### WHAT IS BEING ASKED
Read the records below and copy each line that contains "Give".
*** RECORDS FOR THE EXERCISE Section Begins ***
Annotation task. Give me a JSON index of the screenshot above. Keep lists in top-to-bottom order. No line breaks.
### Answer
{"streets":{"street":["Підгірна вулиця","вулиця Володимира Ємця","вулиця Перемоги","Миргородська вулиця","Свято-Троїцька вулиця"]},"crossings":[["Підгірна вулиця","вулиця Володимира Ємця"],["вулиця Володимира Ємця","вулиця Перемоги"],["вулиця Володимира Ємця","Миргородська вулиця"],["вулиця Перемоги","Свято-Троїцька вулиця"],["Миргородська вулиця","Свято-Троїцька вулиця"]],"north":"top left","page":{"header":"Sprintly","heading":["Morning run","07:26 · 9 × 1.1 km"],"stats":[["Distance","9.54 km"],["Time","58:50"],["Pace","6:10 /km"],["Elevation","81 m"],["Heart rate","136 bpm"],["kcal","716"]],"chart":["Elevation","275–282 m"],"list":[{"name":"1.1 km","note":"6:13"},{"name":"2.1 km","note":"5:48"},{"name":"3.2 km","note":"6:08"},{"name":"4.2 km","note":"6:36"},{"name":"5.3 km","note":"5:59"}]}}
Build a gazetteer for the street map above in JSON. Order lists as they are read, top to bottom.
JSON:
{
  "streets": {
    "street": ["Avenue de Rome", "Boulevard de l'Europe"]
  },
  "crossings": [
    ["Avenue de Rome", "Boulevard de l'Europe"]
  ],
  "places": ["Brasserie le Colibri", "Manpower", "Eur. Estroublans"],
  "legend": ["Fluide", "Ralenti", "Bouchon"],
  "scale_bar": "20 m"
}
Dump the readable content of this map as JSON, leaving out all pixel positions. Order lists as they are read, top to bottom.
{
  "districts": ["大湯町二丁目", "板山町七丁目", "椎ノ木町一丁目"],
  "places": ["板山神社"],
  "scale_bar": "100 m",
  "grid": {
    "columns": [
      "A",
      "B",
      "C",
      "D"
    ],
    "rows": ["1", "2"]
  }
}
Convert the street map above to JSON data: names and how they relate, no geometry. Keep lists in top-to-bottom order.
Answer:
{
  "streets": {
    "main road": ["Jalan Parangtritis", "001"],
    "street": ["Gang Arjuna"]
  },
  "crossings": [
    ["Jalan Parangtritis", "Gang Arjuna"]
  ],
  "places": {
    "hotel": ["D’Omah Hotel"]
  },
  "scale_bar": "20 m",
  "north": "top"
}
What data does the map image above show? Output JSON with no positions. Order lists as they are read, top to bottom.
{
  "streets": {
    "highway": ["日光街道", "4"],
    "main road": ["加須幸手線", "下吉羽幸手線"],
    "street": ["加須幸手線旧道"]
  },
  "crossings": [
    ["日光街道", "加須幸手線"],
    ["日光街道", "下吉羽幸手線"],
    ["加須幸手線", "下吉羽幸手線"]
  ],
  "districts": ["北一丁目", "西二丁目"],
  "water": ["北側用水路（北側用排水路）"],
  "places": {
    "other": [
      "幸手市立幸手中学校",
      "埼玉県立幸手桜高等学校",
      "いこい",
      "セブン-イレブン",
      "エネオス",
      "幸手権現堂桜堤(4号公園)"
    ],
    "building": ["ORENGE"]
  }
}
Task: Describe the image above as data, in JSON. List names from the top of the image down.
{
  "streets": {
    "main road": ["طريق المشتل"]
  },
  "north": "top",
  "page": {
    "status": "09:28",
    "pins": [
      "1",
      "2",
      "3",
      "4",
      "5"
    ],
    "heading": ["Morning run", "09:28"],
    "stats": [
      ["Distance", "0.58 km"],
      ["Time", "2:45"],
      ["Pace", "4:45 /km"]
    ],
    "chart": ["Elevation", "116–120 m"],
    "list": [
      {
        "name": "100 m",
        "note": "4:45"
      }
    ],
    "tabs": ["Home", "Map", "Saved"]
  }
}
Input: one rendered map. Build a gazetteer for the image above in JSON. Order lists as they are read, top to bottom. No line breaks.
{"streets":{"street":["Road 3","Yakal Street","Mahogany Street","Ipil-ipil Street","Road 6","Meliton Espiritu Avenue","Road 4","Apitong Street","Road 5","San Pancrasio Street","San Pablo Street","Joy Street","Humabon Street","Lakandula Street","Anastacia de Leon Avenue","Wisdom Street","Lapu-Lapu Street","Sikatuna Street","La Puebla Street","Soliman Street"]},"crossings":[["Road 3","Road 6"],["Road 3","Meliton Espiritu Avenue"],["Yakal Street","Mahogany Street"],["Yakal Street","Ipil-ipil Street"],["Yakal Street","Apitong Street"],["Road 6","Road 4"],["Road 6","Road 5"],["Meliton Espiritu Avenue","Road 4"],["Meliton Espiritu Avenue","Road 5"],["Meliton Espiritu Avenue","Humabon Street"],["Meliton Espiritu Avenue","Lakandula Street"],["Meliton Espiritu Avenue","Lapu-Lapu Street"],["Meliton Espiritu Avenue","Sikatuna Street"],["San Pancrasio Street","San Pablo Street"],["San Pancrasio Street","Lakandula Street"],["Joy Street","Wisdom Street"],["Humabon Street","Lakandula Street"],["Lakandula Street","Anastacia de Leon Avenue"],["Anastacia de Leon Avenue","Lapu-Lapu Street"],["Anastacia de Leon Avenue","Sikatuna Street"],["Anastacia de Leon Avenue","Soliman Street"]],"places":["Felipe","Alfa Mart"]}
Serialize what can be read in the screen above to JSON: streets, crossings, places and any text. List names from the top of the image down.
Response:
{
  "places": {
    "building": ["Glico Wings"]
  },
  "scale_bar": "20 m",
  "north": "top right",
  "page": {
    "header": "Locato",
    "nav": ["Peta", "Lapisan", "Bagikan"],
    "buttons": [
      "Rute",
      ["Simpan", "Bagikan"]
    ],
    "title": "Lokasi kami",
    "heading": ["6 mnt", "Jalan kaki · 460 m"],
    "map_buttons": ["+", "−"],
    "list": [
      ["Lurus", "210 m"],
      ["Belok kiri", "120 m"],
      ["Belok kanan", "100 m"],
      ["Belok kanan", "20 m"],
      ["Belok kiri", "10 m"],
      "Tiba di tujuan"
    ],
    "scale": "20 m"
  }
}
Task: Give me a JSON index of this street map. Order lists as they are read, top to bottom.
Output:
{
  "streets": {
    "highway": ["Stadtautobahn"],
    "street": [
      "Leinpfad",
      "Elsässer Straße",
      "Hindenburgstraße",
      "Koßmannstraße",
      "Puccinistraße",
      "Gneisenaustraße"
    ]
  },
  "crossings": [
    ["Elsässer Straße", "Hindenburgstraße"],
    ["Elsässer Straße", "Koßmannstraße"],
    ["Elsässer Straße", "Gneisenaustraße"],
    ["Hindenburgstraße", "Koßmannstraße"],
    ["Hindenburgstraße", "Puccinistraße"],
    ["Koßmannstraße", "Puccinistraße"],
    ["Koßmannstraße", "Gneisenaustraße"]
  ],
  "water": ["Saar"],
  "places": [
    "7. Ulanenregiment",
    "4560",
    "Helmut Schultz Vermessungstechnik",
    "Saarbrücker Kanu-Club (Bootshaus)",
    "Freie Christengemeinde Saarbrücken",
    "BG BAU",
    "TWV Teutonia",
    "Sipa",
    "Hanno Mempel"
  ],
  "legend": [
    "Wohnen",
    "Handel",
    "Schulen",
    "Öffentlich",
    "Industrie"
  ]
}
*** RECORDS FOR THE EXERCISE Section Ends ***
### RESULT OF THE TASK
Annotation task. Give me a JSON index of the screenshot above. Keep lists in top-to-bottom order. No line breaks.
Task: Give me a JSON index of this street map. Order lists as they are read, top to bottom.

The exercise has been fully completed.